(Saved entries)
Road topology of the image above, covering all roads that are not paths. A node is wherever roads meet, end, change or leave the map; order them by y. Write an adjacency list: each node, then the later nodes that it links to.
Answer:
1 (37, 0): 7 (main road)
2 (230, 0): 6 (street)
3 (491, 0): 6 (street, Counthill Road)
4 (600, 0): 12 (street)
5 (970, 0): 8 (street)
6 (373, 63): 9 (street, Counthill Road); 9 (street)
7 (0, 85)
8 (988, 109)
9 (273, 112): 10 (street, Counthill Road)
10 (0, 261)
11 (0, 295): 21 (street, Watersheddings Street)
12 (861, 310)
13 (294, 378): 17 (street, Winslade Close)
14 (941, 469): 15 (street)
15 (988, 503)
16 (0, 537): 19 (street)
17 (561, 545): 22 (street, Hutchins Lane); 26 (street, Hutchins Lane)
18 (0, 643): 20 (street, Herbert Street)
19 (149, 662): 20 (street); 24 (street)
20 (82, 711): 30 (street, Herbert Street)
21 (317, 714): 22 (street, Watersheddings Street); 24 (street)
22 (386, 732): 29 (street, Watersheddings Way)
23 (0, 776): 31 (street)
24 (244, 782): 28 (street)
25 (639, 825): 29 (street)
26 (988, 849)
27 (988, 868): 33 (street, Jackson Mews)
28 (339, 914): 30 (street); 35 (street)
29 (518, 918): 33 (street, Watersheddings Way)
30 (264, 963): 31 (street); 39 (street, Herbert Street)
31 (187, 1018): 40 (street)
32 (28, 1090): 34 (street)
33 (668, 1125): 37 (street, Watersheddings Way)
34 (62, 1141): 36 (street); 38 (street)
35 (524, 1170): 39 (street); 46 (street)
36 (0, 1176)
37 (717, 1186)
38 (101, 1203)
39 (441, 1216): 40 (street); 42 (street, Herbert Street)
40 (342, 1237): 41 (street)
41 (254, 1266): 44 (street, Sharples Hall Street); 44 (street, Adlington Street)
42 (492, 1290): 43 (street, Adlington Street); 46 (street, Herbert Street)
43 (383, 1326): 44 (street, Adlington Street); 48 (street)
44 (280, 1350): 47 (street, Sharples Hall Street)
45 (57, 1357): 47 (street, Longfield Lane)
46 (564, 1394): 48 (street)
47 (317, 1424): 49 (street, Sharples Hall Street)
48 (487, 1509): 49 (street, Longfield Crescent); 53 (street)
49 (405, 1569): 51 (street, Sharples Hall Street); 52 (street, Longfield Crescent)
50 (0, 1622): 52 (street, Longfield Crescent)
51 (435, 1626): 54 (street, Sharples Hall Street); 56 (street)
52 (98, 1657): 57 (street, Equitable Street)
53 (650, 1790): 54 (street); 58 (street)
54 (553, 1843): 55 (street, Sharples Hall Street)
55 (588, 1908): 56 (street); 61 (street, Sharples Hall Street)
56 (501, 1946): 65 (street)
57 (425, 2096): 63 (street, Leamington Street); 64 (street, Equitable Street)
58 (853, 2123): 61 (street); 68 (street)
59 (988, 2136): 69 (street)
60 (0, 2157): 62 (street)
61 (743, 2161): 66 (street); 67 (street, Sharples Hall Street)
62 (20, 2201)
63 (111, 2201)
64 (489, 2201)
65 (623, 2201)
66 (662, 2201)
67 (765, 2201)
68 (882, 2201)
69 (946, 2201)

Task item. Each record above should be retyped in full, exactly as shown.

Expected answer.
Road topology of the image above, covering all roads that are not paths. A node is wherever roads meet, end, change or leave the map; order them by y. Write an adjacency list: each node, then the later nodes that it links to.
Answer:
1 (37, 0): 7 (main road)
2 (230, 0): 6 (street)
3 (491, 0): 6 (street, Counthill Road)
4 (600, 0): 12 (street)
5 (970, 0): 8 (street)
6 (373, 63): 9 (street, Counthill Road); 9 (street)
7 (0, 85)
8 (988, 109)
9 (273, 112): 10 (street, Counthill Road)
10 (0, 261)
11 (0, 295): 21 (street, Watersheddings Street)
12 (861, 310)
13 (294, 378): 17 (street, Winslade Close)
14 (941, 469): 15 (street)
15 (988, 503)
16 (0, 537): 19 (street)
17 (561, 545): 22 (street, Hutchins Lane); 26 (street, Hutchins Lane)
18 (0, 643): 20 (street, Herbert Street)
19 (149, 662): 20 (street); 24 (street)
20 (82, 711): 30 (street, Herbert Street)
21 (317, 714): 22 (street, Watersheddings Street); 24 (street)
22 (386, 732): 29 (street, Watersheddings Way)
23 (0, 776): 31 (street)
24 (244, 782): 28 (street)
25 (639, 825): 29 (street)
26 (988, 849)
27 (988, 868): 33 (street, Jackson Mews)
28 (339, 914): 30 (street); 35 (street)
29 (518, 918): 33 (street, Watersheddings Way)
30 (264, 963): 31 (street); 39 (street, Herbert Street)
31 (187, 1018): 40 (street)
32 (28, 1090): 34 (street)
33 (668, 1125): 37 (street, Watersheddings Way)
34 (62, 1141): 36 (street); 38 (street)
35 (524, 1170): 39 (street); 46 (street)
36 (0, 1176)
37 (717, 1186)
38 (101, 1203)
39 (441, 1216): 40 (street); 42 (street, Herbert Street)
40 (342, 1237): 41 (street)
41 (254, 1266): 44 (street, Sharples Hall Street); 44 (street, Adlington Street)
42 (492, 1290): 43 (street, Adlington Street); 46 (street, Herbert Street)
43 (383, 1326): 44 (street, Adlington Street); 48 (street)
44 (280, 1350): 47 (street, Sharples Hall Street)
45 (57, 1357): 47 (street, Longfield Lane)
46 (564, 1394): 48 (street)
47 (317, 1424): 49 (street, Sharples Hall Street)
48 (487, 1509): 49 (street, Longfield Crescent); 53 (street)
49 (405, 1569): 51 (street, Sharples Hall Street); 52 (street, Longfield Crescent)
50 (0, 1622): 52 (street, Longfield Crescent)
51 (435, 1626): 54 (street, Sharples Hall Street); 56 (street)
52 (98, 1657): 57 (street, Equitable Street)
53 (650, 1790): 54 (street); 58 (street)
54 (553, 1843): 55 (street, Sharples Hall Street)
55 (588, 1908): 56 (street); 61 (street, Sharples Hall Street)
56 (501, 1946): 65 (street)
57 (425, 2096): 63 (street, Leamington Street); 64 (street, Equitable Street)
58 (853, 2123): 61 (street); 68 (street)
59 (988, 2136): 69 (street)
60 (0, 2157): 62 (street)
61 (743, 2161): 66 (street); 67 (street, Sharples Hall Street)
62 (20, 2201)
63 (111, 2201)
64 (489, 2201)
65 (623, 2201)
66 (662, 2201)
67 (765, 2201)
68 (882, 2201)
69 (946, 2201)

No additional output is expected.